Task:
Please return the lines of the data that contain "North".

(Supplied records)

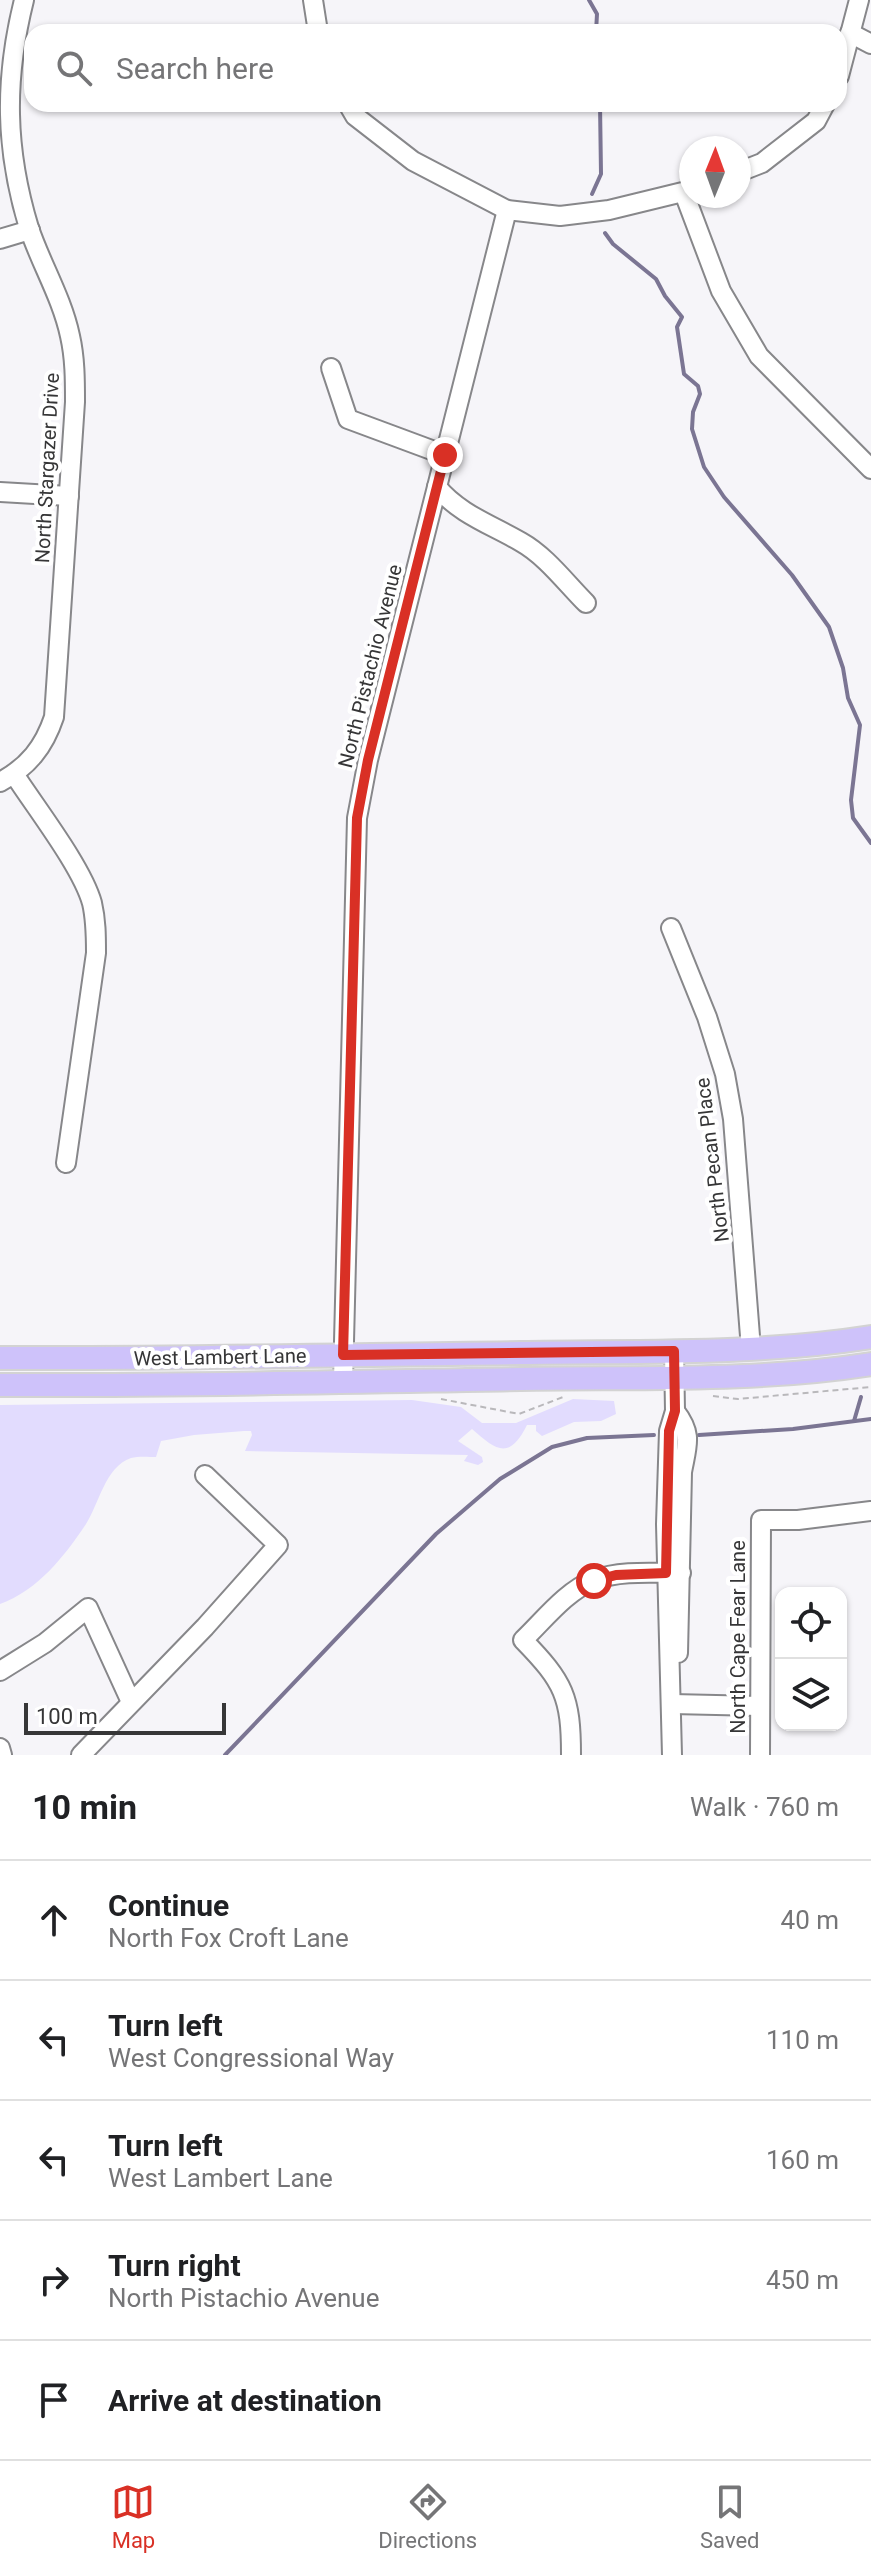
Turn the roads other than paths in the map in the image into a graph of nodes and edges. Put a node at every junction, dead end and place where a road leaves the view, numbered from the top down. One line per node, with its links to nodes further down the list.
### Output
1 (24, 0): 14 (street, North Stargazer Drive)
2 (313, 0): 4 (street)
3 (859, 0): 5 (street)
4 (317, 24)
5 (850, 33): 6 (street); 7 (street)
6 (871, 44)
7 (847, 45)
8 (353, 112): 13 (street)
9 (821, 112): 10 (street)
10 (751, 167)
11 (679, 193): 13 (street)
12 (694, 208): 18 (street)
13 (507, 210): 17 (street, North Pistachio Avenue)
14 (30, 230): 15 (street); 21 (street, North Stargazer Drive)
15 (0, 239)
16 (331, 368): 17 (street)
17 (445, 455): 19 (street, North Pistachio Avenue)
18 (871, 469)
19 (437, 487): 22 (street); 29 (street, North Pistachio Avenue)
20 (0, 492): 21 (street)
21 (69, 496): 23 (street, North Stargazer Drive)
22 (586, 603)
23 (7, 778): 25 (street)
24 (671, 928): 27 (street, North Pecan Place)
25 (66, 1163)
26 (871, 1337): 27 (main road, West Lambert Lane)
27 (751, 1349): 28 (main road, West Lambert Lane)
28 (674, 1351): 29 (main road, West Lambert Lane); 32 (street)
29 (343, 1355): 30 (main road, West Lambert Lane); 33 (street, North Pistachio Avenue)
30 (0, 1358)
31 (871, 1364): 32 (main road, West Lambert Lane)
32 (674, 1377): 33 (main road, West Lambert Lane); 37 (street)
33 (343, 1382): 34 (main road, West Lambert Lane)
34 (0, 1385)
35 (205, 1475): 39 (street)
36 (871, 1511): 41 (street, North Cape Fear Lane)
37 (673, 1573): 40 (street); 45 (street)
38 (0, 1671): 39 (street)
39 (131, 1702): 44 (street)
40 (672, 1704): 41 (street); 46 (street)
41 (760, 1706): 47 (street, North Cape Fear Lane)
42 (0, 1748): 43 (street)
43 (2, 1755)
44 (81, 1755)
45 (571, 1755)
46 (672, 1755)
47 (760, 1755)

(End Supplied records)

Result below:
1 (24, 0): 14 (street, North Stargazer Drive)
13 (507, 210): 17 (street, North Pistachio Avenue)
14 (30, 230): 15 (street); 21 (street, North Stargazer Drive)
17 (445, 455): 19 (street, North Pistachio Avenue)
19 (437, 487): 22 (street); 29 (street, North Pistachio Avenue)
21 (69, 496): 23 (street, North Stargazer Drive)
24 (671, 928): 27 (street, North Pecan Place)
29 (343, 1355): 30 (main road, West Lambert Lane); 33 (street, North Pistachio Avenue)
36 (871, 1511): 41 (street, North Cape Fear Lane)
41 (760, 1706): 47 (street, North Cape Fear Lane)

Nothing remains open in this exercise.